> About this exercise
Retype each line of the data below exactly, beginning with the first and ending with the one that contains "width:28px; height:28px; translate:-50%". Pictures do not belong in the copy.

[Dataset records]
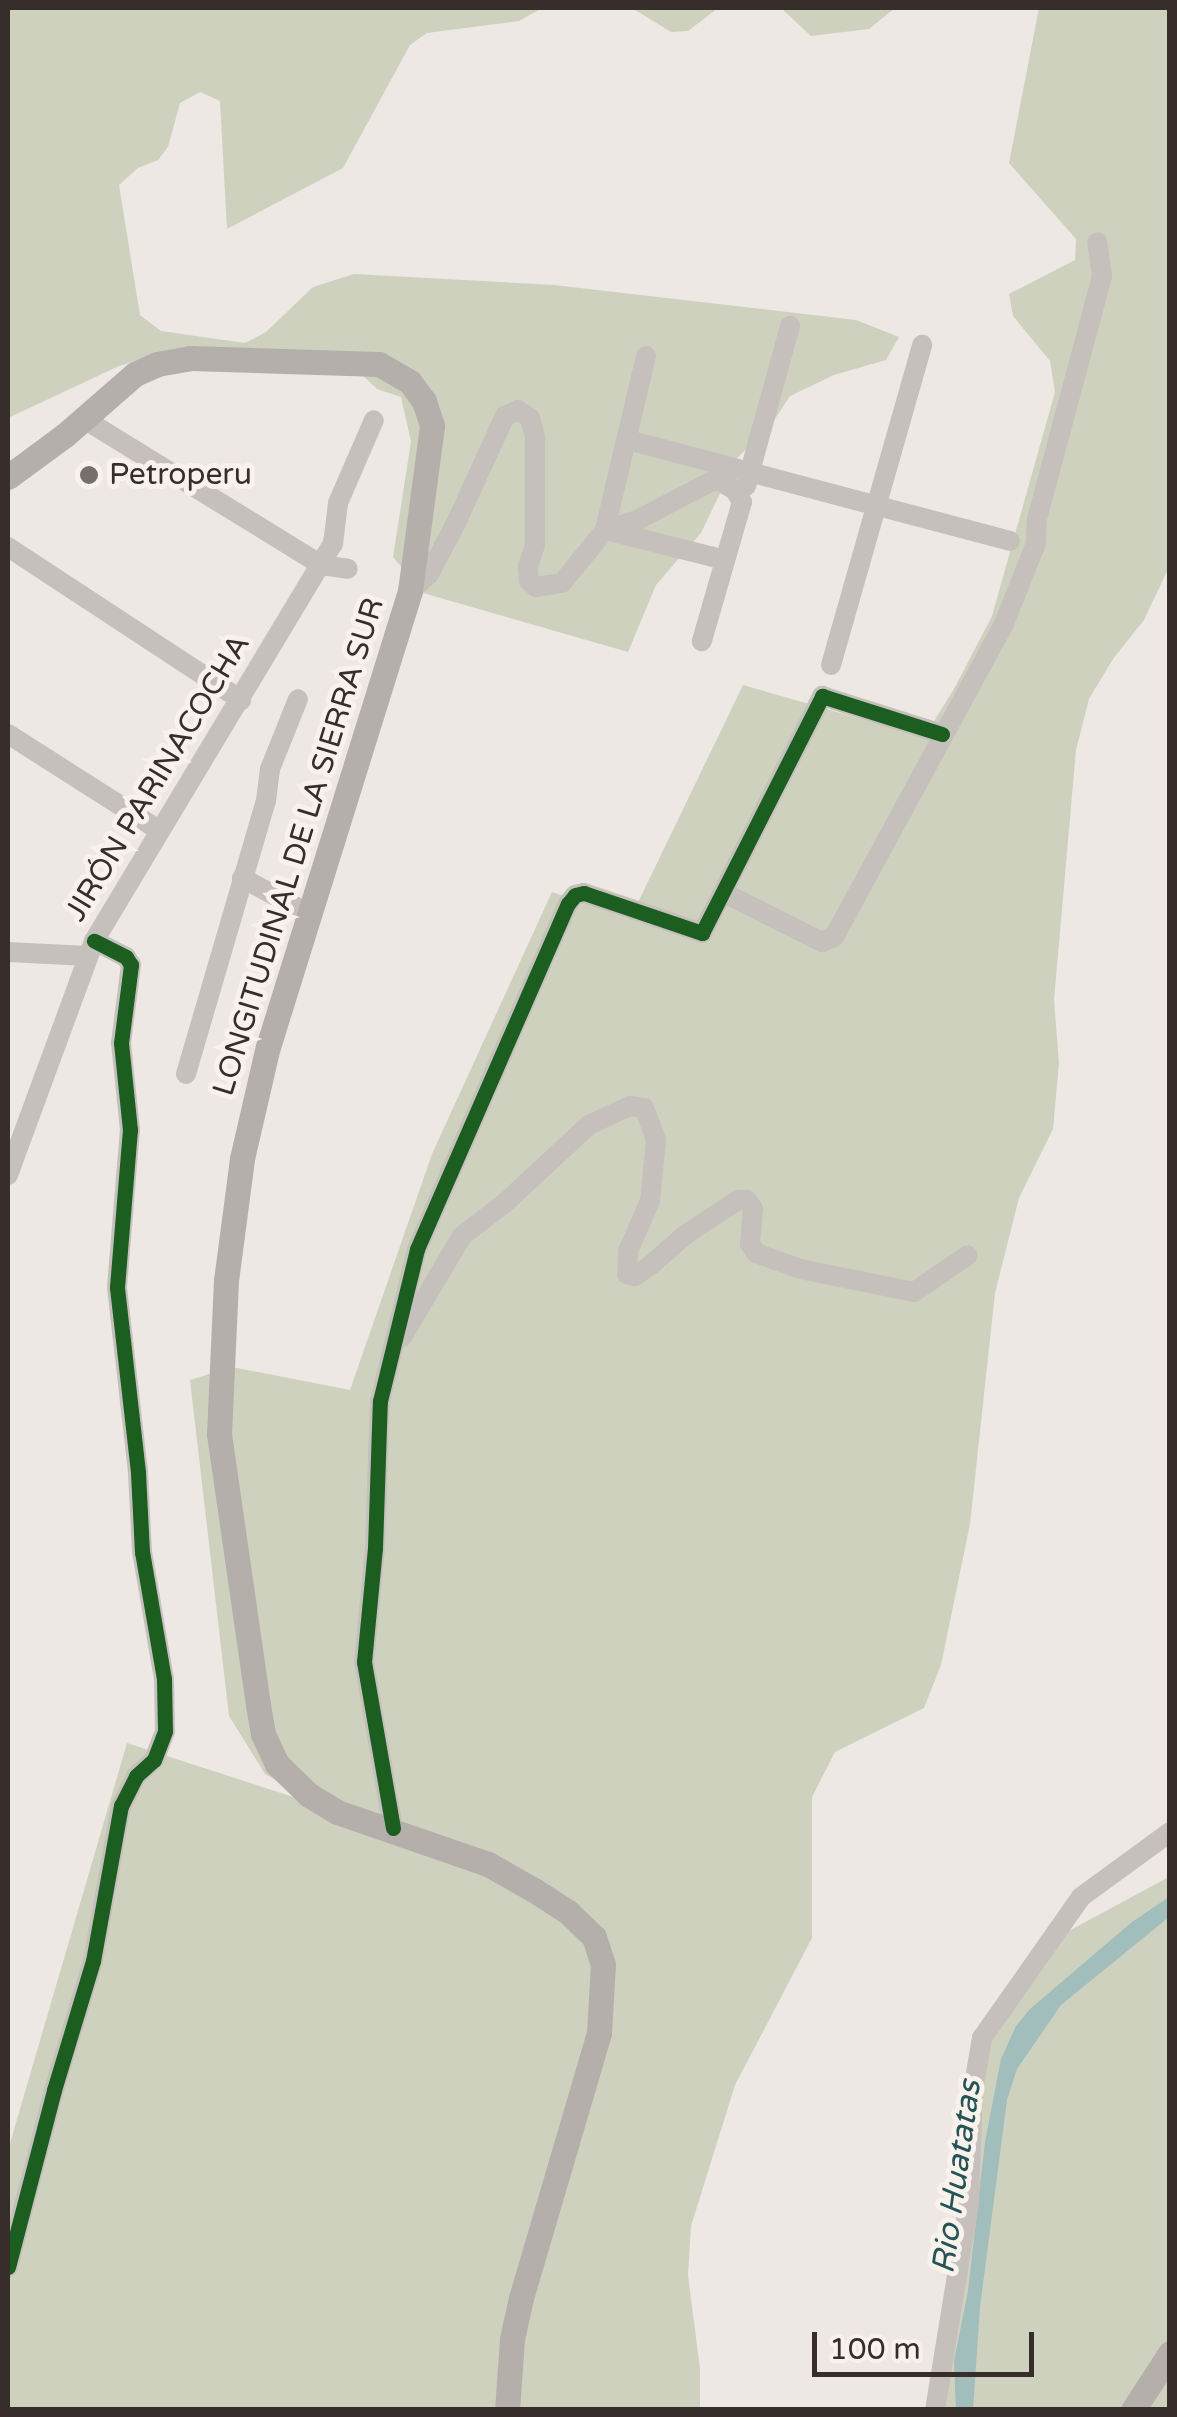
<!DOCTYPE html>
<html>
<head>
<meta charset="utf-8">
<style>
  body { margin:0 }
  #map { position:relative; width:1177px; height:2417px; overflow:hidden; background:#ede8e4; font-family:"Varela Round",sans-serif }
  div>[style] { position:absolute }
  .green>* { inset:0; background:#cfd1bf }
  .water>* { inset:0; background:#a1bdbc }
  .minor>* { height:20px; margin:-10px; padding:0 10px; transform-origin:10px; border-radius:10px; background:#c6c0bc }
  .major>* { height:25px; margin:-12.5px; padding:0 12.5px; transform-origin:12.5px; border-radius:12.5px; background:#b5afab }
  .cycleway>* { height:15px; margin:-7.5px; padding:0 7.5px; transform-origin:7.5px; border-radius:7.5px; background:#1b5e20 }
  .dots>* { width:28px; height:28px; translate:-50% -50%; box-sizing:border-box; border:5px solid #f9f2ec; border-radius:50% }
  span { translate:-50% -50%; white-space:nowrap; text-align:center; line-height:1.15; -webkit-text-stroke:10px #f9f2ec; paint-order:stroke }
  .poi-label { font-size:30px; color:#372e2b }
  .left { translate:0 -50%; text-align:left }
  .street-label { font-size:30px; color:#372e2b }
  .water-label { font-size:32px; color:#245455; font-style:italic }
  .frame { position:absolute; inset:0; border:10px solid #372e2b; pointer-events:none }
  .scale { position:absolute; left:812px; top:2332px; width:222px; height:45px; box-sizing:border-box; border:5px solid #372e2b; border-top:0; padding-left:12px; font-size:30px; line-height:35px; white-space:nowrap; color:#372e2b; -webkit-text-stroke:8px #f9f2ec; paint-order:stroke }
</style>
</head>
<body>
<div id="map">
  <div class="green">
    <div style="clip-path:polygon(8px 8px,542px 8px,519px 21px,427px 33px,410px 45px,343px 168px,227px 229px,220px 101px,200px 92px,180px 103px,168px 147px,158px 160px,138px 168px,119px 185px,140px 315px,161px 331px,245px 343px,266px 332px,313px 287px,354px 274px,554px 285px,856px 320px,899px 337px,886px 360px,834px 375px,790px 396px,769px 428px,737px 458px,701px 533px,656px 585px,628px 652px,423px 593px,393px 557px,411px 442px,401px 397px,377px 389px,342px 356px,164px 352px,119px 366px,8px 418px)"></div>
    <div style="clip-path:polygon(632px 8px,718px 8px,688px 31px,671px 32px)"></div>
    <div style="clip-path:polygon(781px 8px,895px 8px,869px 29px,811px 36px)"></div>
    <div style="clip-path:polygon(1039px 8px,1169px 8px,1169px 567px,1144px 620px,1113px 659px,1089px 699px,1076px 750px,1054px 1000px,1059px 1063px,1053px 1129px,1019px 1198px,995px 1293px,970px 1524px,941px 1665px,924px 1708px,835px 1752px,812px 1797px,812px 1938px,735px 2085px,691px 2226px,688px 2275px,700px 2369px,700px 2409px,8px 2409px,8px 2150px,127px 1743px,318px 1805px,265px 1774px,229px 1716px,190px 1380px,232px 1367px,350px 1390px,432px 1154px,552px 892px,630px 919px,743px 685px,924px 737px,954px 689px,992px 616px,1055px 392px,1050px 361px,1013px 316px,1009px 294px,1075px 260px,1076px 239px,1009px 163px)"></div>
    <div style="clip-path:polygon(1169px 1877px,1169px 2409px,938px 2410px,983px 2050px,1063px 1934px)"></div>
  </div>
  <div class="water">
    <div style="clip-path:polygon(1169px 1897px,1169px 1917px,1061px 2005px,1017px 2069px,1007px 2100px,980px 2307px,973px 2409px,956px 2410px,954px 2361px,968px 2291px,985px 2142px,1001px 2059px,1016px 2026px,1030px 2009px,1132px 1922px)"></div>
  </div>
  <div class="minor">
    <div style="left:646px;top:356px;width:179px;rotate:103.3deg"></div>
    <div style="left:605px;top:530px;width:124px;rotate:14deg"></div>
    <div style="left:84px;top:419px;width:278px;rotate:31.6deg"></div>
    <div style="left:321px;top:565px;width:27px;rotate:8deg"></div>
    <div style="left:628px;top:440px;width:395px;rotate:14.8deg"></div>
    <div style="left:746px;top:486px;width:166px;rotate:-74.6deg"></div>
    <div style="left:8px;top:547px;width:279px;rotate:33.3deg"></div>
    <div style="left:410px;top:591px;width:25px;rotate:-42deg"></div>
    <div style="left:429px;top:574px;width:58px;rotate:-62.1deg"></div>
    <div style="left:456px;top:523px;width:118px;rotate:-65.4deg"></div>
    <div style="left:505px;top:416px;width:14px;rotate:-25deg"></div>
    <div style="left:518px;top:410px;width:14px;rotate:34deg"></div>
    <div style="left:530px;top:418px;width:20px;rotate:75deg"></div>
    <div style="left:535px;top:437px;width:108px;rotate:90deg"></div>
    <div style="left:535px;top:545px;width:23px;rotate:108deg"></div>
    <div style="left:528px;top:567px;width:14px;rotate:86deg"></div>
    <div style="left:529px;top:581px;width:9px;rotate:41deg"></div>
    <div style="left:536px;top:587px;width:26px;rotate:-9deg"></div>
    <div style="left:562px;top:583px;width:68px;rotate:-50.9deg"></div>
    <div style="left:605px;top:530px;width:34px;rotate:-17deg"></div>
    <div style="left:637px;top:520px;width:89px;rotate:-27.4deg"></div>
    <div style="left:716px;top:479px;width:22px;rotate:30deg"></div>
    <div style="left:735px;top:490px;width:14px;rotate:60deg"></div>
    <div style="left:742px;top:502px;width:145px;rotate:106.1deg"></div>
    <div style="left:831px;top:665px;width:333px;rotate:-74.1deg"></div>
    <div style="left:8px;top:734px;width:180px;rotate:32.5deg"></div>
    <div style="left:242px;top:878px;width:76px;rotate:28.2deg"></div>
    <div style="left:724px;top:893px;width:110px;rotate:26.6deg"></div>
    <div style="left:822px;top:942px;width:13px;rotate:-23deg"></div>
    <div style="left:834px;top:937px;width:356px;rotate:-61.5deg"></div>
    <div style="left:1004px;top:624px;width:87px;rotate:-68.4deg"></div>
    <div style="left:1036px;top:543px;width:24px;rotate:-88deg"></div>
    <div style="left:1037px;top:519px;width:252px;rotate:-75deg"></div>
    <div style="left:1102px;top:276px;width:34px;rotate:-98deg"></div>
    <div style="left:8px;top:952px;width:80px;rotate:2.9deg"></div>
    <div style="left:186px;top:1074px;width:284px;rotate:-73.7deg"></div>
    <div style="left:266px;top:801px;width:32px;rotate:-83deg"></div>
    <div style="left:270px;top:769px;width:75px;rotate:-68.2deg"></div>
    <div style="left:8px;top:1175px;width:249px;rotate:-69.8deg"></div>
    <div style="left:94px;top:941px;width:463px;rotate:-59deg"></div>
    <div style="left:333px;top:544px;width:41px;rotate:-83deg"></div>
    <div style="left:338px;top:503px;width:90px;rotate:-66.6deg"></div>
    <div style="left:402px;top:1337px;width:117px;rotate:-59.3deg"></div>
    <div style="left:462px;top:1236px;width:56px;rotate:-37.7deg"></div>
    <div style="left:506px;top:1202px;width:113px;rotate:-42.9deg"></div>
    <div style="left:589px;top:1125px;width:45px;rotate:-24.9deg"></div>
    <div style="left:630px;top:1106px;width:14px;rotate:8deg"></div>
    <div style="left:644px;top:1108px;width:34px;rotate:69deg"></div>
    <div style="left:656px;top:1140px;width:61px;rotate:95.6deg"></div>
    <div style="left:650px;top:1201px;width:55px;rotate:113.7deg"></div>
    <div style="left:628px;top:1251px;width:23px;rotate:92deg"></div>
    <div style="left:627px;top:1274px;width:8px;rotate:14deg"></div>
    <div style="left:635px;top:1276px;width:19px;rotate:-35deg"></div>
    <div style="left:651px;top:1265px;width:45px;rotate:-41.4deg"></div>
    <div style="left:685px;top:1235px;width:64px;rotate:-33.4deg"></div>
    <div style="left:738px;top:1200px;width:9px"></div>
    <div style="left:747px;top:1200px;width:11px;rotate:56deg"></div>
    <div style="left:753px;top:1209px;width:35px;rotate:95deg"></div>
    <div style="left:750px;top:1244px;width:11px;rotate:56deg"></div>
    <div style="left:756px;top:1253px;width:47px;rotate:20deg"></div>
    <div style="left:800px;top:1269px;width:116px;rotate:11.4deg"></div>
    <div style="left:914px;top:1292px;width:65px;rotate:-34.4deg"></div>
    <div style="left:393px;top:1828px;width:169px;rotate:-99.9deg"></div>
    <div style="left:364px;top:1662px;width:115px;rotate:-84.5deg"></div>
    <div style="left:375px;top:1548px;width:147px;rotate:-88.1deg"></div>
    <div style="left:380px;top:1401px;width:156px;rotate:-76.3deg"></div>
    <div style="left:417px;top:1249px;width:377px;rotate:-66.4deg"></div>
    <div style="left:568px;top:904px;width:11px;rotate:-52deg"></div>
    <div style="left:575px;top:895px;width:9px;rotate:-13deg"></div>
    <div style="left:584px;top:893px;width:125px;rotate:18.7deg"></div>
    <div style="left:702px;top:933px;width:266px;rotate:-63.1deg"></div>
    <div style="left:822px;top:696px;width:126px;rotate:17.6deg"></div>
    <div style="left:8px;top:2267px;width:183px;rotate:-75.4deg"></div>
    <div style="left:54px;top:2090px;width:135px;rotate:-73.2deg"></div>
    <div style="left:93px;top:1961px;width:158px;rotate:-79.8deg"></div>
    <div style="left:121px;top:1806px;width:34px;rotate:-63deg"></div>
    <div style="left:136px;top:1776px;width:24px;rotate:-42deg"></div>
    <div style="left:154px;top:1760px;width:31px;rotate:-69deg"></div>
    <div style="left:165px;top:1731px;width:52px;rotate:-91.1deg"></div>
    <div style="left:164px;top:1679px;width:129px;rotate:-99.8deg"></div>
    <div style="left:142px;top:1552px;width:80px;rotate:-92.9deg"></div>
    <div style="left:138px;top:1472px;width:186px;rotate:-96.5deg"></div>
    <div style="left:117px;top:1287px;width:158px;rotate:-85.3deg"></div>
    <div style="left:130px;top:1130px;width:87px;rotate:-95.9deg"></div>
    <div style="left:121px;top:1043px;width:79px;rotate:-82.7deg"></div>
    <div style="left:131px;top:965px;width:9px;rotate:-122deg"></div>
    <div style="left:126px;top:957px;width:36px;rotate:-153deg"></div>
    <div style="left:935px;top:2410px;width:210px;rotate:-80.7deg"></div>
    <div style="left:969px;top:2203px;width:112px;rotate:-88deg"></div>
    <div style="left:973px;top:2091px;width:54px;rotate:-80.4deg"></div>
    <div style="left:982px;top:2038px;width:172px;rotate:-54.9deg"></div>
    <div style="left:1081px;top:1897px;width:110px;rotate:-36.1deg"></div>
  </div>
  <div class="major">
    <div style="left:8px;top:477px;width:71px;rotate:-36.4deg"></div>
    <div style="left:65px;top:435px;width:93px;rotate:-41.1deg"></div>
    <div style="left:135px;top:374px;width:24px;rotate:-24deg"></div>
    <div style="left:157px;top:364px;width:34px;rotate:-10deg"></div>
    <div style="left:190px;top:358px;width:189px;rotate:1.8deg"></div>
    <div style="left:379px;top:364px;width:36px;rotate:30deg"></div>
    <div style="left:410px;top:382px;width:24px;rotate:54deg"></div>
    <div style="left:424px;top:401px;width:26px;rotate:72deg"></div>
    <div style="left:432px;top:426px;width:166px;rotate:97.6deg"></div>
    <div style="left:410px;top:591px;width:477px;rotate:107.3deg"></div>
    <div style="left:268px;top:1046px;width:116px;rotate:103deg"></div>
    <div style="left:242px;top:1159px;width:122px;rotate:97.5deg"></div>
    <div style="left:226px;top:1280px;width:154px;rotate:92.6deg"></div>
    <div style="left:219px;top:1434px;width:274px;rotate:81.8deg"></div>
    <div style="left:258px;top:1705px;width:29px;rotate:80deg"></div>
    <div style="left:263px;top:1734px;width:33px;rotate:65deg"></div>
    <div style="left:277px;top:1764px;width:45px;rotate:44.1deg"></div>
    <div style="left:309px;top:1795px;width:33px;rotate:31deg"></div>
    <div style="left:337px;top:1812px;width:160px;rotate:19deg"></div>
    <div style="left:488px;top:1864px;width:53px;rotate:29.5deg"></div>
    <div style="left:534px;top:1890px;width:40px;rotate:32.9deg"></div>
    <div style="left:568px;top:1912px;width:36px;rotate:44deg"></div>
    <div style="left:594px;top:1937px;width:28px;rotate:72deg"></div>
    <div style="left:603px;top:1964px;width:69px;rotate:93.3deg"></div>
    <div style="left:599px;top:2033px;width:276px;rotate:106.4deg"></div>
    <div style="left:521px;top:2298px;width:42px;rotate:102.4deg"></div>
    <div style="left:512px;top:2339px;width:71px;rotate:94deg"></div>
    <div style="left:1133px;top:2410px;width:68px;rotate:-57deg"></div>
  </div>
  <div class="cycleway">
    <div style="left:393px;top:1828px;width:169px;rotate:-99.9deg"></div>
    <div style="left:364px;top:1662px;width:115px;rotate:-84.5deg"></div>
    <div style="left:375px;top:1548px;width:147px;rotate:-88.1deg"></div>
    <div style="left:380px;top:1401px;width:156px;rotate:-76.3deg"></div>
    <div style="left:417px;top:1249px;width:377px;rotate:-66.4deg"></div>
    <div style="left:568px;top:904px;width:11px;rotate:-52deg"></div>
    <div style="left:575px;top:895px;width:9px;rotate:-13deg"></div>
    <div style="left:584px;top:893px;width:125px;rotate:18.7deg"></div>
    <div style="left:702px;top:933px;width:266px;rotate:-63.1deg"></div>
    <div style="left:822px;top:696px;width:126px;rotate:17.6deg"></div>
    <div style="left:8px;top:2267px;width:183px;rotate:-75.4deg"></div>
    <div style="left:54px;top:2090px;width:135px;rotate:-73.2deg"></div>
    <div style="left:93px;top:1961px;width:158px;rotate:-79.8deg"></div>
    <div style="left:121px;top:1806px;width:34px;rotate:-63deg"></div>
    <div style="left:136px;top:1776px;width:24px;rotate:-42deg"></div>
    <div style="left:154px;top:1760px;width:31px;rotate:-69deg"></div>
    <div style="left:165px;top:1731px;width:52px;rotate:-91.1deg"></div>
    <div style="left:164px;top:1679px;width:129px;rotate:-99.8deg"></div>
    <div style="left:142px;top:1552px;width:80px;rotate:-92.9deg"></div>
    <div style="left:138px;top:1472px;width:186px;rotate:-96.5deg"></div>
    <div style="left:117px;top:1287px;width:158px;rotate:-85.3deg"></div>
    <div style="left:130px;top:1130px;width:87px;rotate:-95.9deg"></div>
    <div style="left:121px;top:1043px;width:79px;rotate:-82.7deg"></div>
    <div style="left:131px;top:965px;width:9px;rotate:-122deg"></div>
    <div style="left:126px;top:957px;width:36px;rotate:-153deg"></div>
  </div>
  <div class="dots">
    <div style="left:89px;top:475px;background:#776f6c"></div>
  </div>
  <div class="poi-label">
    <span class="left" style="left:109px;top:475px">Petroperu</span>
  </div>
  <div class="street-label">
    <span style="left:158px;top:778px;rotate:-59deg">JIRÓN PARINACOCHA</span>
    <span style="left:299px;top:847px;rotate:-73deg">LONGITUDINAL DE LA SIERRA SUR</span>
  </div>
  <div class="water-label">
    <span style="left:957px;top:2177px;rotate:-82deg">Rio Huatatas</span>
  </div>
  <div class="frame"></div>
  <div class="scale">100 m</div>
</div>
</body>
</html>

> Result for this task
<!DOCTYPE html>
<html>
<head>
<meta charset="utf-8">
<style>
  body { margin:0 }
  #map { position:relative; width:1177px; height:2417px; overflow:hidden; background:#ede8e4; font-family:"Varela Round",sans-serif }
  div>[style] { position:absolute }
  .green>* { inset:0; background:#cfd1bf }
  .water>* { inset:0; background:#a1bdbc }
  .minor>* { height:20px; margin:-10px; padding:0 10px; transform-origin:10px; border-radius:10px; background:#c6c0bc }
  .major>* { height:25px; margin:-12.5px; padding:0 12.5px; transform-origin:12.5px; border-radius:12.5px; background:#b5afab }
  .cycleway>* { height:15px; margin:-7.5px; padding:0 7.5px; transform-origin:7.5px; border-radius:7.5px; background:#1b5e20 }
  .dots>* { width:28px; height:28px; translate:-50% -50%; box-sizing:border-box; border:5px solid #f9f2ec; border-radius:50% }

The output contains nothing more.